Assignment: Repeat the data exactly as it stands.

Material supplied:

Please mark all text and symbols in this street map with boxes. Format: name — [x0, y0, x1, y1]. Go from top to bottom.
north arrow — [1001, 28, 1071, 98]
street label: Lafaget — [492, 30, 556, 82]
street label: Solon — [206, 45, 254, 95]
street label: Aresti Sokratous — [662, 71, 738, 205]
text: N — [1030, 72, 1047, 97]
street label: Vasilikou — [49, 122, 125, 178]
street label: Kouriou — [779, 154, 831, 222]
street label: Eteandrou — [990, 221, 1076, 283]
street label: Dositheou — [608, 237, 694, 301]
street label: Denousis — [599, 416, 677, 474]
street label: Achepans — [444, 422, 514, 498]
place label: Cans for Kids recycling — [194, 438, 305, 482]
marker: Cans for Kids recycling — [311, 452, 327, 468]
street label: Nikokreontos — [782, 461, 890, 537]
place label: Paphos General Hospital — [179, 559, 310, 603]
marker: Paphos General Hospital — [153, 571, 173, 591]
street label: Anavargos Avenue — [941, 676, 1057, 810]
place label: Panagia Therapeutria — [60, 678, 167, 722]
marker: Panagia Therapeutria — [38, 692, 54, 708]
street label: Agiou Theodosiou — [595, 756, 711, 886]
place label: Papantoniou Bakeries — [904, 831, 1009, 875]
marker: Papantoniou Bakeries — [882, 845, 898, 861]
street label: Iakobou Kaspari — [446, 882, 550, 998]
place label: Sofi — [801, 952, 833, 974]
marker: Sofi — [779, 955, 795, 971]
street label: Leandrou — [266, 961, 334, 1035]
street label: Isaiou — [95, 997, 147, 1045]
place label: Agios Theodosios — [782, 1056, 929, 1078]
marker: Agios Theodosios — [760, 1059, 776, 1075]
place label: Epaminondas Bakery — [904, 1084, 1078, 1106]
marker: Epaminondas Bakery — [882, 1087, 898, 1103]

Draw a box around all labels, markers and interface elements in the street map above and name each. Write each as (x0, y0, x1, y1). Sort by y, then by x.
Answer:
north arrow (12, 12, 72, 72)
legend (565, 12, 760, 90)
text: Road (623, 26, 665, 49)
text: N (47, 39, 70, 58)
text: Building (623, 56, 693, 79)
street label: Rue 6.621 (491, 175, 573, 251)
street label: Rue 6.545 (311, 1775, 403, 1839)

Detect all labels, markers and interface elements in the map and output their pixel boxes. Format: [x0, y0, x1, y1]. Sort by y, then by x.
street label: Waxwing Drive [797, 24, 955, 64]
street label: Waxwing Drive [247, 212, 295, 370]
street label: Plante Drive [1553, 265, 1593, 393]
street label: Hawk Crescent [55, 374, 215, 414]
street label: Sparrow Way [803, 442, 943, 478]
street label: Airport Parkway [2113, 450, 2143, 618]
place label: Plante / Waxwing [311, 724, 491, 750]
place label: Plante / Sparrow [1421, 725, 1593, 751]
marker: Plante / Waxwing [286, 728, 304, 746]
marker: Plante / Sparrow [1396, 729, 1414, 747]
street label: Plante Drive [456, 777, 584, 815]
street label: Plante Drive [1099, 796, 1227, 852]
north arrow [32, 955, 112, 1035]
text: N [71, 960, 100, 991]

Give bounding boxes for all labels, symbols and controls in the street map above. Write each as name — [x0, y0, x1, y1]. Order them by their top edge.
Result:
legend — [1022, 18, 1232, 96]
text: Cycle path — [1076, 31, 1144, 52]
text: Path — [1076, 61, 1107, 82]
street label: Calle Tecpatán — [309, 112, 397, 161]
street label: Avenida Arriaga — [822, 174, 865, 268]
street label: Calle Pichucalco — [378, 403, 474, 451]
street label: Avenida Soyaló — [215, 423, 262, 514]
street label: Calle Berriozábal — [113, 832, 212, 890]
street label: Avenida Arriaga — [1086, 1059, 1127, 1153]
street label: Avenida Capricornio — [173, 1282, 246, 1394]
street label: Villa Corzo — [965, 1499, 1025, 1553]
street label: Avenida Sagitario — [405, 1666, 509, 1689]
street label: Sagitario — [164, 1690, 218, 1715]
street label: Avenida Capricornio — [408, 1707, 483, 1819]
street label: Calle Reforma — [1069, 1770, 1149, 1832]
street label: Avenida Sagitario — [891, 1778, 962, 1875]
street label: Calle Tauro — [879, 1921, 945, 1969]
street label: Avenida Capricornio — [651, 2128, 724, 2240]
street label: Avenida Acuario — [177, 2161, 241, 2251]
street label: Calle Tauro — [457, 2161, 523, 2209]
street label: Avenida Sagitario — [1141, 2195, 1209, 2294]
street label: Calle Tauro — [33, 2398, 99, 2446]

Your response:
Please mark all text and symbols in this street map with boxes. Format: name — [x0, y0, x1, y1]. Go from top to bottom.
north arrow — [1001, 28, 1071, 98]
street label: Lafaget — [492, 30, 556, 82]
street label: Solon — [206, 45, 254, 95]
street label: Aresti Sokratous — [662, 71, 738, 205]
text: N — [1030, 72, 1047, 97]
street label: Vasilikou — [49, 122, 125, 178]
street label: Kouriou — [779, 154, 831, 222]
street label: Eteandrou — [990, 221, 1076, 283]
street label: Dositheou — [608, 237, 694, 301]
street label: Denousis — [599, 416, 677, 474]
street label: Achepans — [444, 422, 514, 498]
place label: Cans for Kids recycling — [194, 438, 305, 482]
marker: Cans for Kids recycling — [311, 452, 327, 468]
street label: Nikokreontos — [782, 461, 890, 537]
place label: Paphos General Hospital — [179, 559, 310, 603]
marker: Paphos General Hospital — [153, 571, 173, 591]
street label: Anavargos Avenue — [941, 676, 1057, 810]
place label: Panagia Therapeutria — [60, 678, 167, 722]
marker: Panagia Therapeutria — [38, 692, 54, 708]
street label: Agiou Theodosiou — [595, 756, 711, 886]
place label: Papantoniou Bakeries — [904, 831, 1009, 875]
marker: Papantoniou Bakeries — [882, 845, 898, 861]
street label: Iakobou Kaspari — [446, 882, 550, 998]
place label: Sofi — [801, 952, 833, 974]
marker: Sofi — [779, 955, 795, 971]
street label: Leandrou — [266, 961, 334, 1035]
street label: Isaiou — [95, 997, 147, 1045]
place label: Agios Theodosios — [782, 1056, 929, 1078]
marker: Agios Theodosios — [760, 1059, 776, 1075]
place label: Epaminondas Bakery — [904, 1084, 1078, 1106]
marker: Epaminondas Bakery — [882, 1087, 898, 1103]

Draw a box around all labels, markers and interface elements in the street map above and name each. Write each as (x0, y0, x1, y1). Sort by y, then by x.
Answer:
north arrow (12, 12, 72, 72)
legend (565, 12, 760, 90)
text: Road (623, 26, 665, 49)
text: N (47, 39, 70, 58)
text: Building (623, 56, 693, 79)
street label: Rue 6.621 (491, 175, 573, 251)
street label: Rue 6.545 (311, 1775, 403, 1839)

Detect all labels, markers and interface elements in the map and output their pixel boxes. Format: [x0, y0, x1, y1]. Sort by y, then by x.
street label: Waxwing Drive [797, 24, 955, 64]
street label: Waxwing Drive [247, 212, 295, 370]
street label: Plante Drive [1553, 265, 1593, 393]
street label: Hawk Crescent [55, 374, 215, 414]
street label: Sparrow Way [803, 442, 943, 478]
street label: Airport Parkway [2113, 450, 2143, 618]
place label: Plante / Waxwing [311, 724, 491, 750]
place label: Plante / Sparrow [1421, 725, 1593, 751]
marker: Plante / Waxwing [286, 728, 304, 746]
marker: Plante / Sparrow [1396, 729, 1414, 747]
street label: Plante Drive [456, 777, 584, 815]
street label: Plante Drive [1099, 796, 1227, 852]
north arrow [32, 955, 112, 1035]
text: N [71, 960, 100, 991]

Give bounding boxes for all labels, symbols and controls in the street map above. Write each as name — [x0, y0, x1, y1]. Order them by their top edge.
Result:
legend — [1022, 18, 1232, 96]
text: Cycle path — [1076, 31, 1144, 52]
text: Path — [1076, 61, 1107, 82]
street label: Calle Tecpatán — [309, 112, 397, 161]
street label: Avenida Arriaga — [822, 174, 865, 268]
street label: Calle Pichucalco — [378, 403, 474, 451]
street label: Avenida Soyaló — [215, 423, 262, 514]
street label: Calle Berriozábal — [113, 832, 212, 890]
street label: Avenida Arriaga — [1086, 1059, 1127, 1153]
street label: Avenida Capricornio — [173, 1282, 246, 1394]
street label: Villa Corzo — [965, 1499, 1025, 1553]
street label: Avenida Sagitario — [405, 1666, 509, 1689]
street label: Sagitario — [164, 1690, 218, 1715]
street label: Avenida Capricornio — [408, 1707, 483, 1819]
street label: Calle Reforma — [1069, 1770, 1149, 1832]
street label: Avenida Sagitario — [891, 1778, 962, 1875]
street label: Calle Tauro — [879, 1921, 945, 1969]
street label: Avenida Capricornio — [651, 2128, 724, 2240]
street label: Avenida Acuario — [177, 2161, 241, 2251]
street label: Calle Tauro — [457, 2161, 523, 2209]
street label: Avenida Sagitario — [1141, 2195, 1209, 2294]
street label: Calle Tauro — [33, 2398, 99, 2446]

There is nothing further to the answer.